Koniec, that’s it. Odcinek Rancza numer 130. można już oglądać w usłudze VOD Telewizji Polskiej, a jego telewizyjna premiera nastąpi tej niedzieli, dlatego przyszedł czas na podsumowania. Tego epizodu, całego sezonu, a także całego serialu. Serialu, który miliony Polaków pokochały i który, abstrahując od jakości, na którą też specjalnie nie będę narzekał, był serialem ważnym. Skończył się, tak samo jak trwał przez tę 10. serię, w swoim stylu, z wadami tymi co zazwyczaj, na które można psioczyć i narzekać, ale nie za bardzo jest po co, bo serial niesie za sobą tyle ciepła i pozytywnej energii, że po prostu dobrze się to ogląda.

Zobacz również: Hans Zimmer znów w Polsce! W 2017 roku trzy koncerty nad Wisłą!

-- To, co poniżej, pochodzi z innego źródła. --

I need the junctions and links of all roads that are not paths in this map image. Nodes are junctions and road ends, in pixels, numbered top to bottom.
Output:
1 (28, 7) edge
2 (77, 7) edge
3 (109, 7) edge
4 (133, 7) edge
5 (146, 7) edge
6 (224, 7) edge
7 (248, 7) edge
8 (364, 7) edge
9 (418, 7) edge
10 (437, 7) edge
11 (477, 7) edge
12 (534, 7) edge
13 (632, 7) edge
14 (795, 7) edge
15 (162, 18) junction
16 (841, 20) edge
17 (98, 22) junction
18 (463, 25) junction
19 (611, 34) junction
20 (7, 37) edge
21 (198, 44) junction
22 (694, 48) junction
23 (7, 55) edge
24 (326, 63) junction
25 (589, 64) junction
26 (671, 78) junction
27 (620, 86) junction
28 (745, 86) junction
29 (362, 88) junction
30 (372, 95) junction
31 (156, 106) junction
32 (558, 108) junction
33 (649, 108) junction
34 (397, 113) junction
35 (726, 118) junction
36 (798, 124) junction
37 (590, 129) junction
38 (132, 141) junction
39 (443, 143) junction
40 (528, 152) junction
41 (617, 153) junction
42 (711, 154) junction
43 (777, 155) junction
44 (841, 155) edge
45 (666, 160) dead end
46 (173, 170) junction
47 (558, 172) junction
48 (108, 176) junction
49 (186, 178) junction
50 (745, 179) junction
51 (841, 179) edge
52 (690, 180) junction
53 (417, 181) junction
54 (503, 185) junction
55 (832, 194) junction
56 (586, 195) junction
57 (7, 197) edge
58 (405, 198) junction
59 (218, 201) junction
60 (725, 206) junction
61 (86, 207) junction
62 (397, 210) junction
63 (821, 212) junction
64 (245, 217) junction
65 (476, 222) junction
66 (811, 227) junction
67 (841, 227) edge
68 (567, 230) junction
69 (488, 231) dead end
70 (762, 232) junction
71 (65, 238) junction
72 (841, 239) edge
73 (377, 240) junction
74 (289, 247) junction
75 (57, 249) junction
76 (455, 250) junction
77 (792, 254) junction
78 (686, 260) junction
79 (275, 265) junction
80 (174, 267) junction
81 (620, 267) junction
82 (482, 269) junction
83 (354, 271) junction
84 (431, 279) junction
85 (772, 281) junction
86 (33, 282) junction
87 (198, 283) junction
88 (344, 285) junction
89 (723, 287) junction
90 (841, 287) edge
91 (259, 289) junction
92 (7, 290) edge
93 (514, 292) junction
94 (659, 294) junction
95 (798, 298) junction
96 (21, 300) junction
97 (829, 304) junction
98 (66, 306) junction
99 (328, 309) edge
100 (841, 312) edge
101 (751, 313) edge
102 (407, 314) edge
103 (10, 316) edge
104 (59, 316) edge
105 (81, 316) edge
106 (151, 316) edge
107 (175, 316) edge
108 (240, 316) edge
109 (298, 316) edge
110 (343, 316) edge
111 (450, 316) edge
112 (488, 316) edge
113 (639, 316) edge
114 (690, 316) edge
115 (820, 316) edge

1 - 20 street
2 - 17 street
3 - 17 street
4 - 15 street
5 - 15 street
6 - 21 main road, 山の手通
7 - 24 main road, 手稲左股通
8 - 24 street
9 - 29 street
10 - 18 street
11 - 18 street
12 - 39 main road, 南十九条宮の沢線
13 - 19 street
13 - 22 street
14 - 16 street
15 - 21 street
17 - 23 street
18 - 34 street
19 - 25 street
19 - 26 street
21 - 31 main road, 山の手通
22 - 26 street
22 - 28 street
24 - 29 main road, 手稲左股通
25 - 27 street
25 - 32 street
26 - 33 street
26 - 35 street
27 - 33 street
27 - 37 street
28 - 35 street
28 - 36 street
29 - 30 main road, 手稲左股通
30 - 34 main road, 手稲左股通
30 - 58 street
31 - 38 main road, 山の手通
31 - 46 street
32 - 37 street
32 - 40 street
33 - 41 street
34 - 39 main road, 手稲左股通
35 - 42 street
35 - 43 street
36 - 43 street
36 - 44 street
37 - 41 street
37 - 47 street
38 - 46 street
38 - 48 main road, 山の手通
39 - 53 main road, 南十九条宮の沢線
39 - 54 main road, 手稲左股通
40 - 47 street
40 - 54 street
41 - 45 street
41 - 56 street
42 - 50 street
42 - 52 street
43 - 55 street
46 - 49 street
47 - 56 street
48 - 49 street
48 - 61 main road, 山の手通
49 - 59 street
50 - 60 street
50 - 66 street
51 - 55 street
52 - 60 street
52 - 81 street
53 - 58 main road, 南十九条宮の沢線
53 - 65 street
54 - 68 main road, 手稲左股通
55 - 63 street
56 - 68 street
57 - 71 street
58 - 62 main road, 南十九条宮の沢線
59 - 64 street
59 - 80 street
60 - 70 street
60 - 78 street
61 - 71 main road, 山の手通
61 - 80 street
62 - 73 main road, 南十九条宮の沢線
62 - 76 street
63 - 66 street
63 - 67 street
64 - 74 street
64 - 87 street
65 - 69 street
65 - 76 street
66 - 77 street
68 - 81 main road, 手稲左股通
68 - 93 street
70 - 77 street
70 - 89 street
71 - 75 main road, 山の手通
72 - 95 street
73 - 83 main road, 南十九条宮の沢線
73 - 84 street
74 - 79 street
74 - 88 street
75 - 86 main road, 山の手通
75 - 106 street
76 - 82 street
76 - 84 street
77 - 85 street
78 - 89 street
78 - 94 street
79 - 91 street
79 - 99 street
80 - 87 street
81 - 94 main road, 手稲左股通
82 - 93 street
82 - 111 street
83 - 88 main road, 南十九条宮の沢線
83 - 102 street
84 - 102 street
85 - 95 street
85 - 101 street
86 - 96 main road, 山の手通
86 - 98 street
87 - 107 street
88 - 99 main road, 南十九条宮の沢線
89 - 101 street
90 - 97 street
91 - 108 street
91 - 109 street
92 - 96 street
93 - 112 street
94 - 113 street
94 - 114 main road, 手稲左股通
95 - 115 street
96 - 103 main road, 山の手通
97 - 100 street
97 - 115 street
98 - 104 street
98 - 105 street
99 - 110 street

Cały sezon dziesiąty najbardziej skupiony jest na dwóch wątkach. Pawła Kozioła, który walczy o fotel prezydenta RP oraz bardziej kameralnym i obyczajowym, Kusego, który próbuje dojść do siebie, po tym jak zmęczona polskimi realiami Lucy opuściła go na czas nieokreślony, wyjeżdżając do USA. Reszta jest zepchnięta nieco na dalszy plan, co najbardziej dziwi w przypadku kwestii lokalnej polityki, zawsze w Ranczu tak ważnej. Do tła kampanii politycznej ogranicza się też rola drugiego obowiązku Cezarego Żaka na planie serialu, czyli biskupa Piotra Kozioła.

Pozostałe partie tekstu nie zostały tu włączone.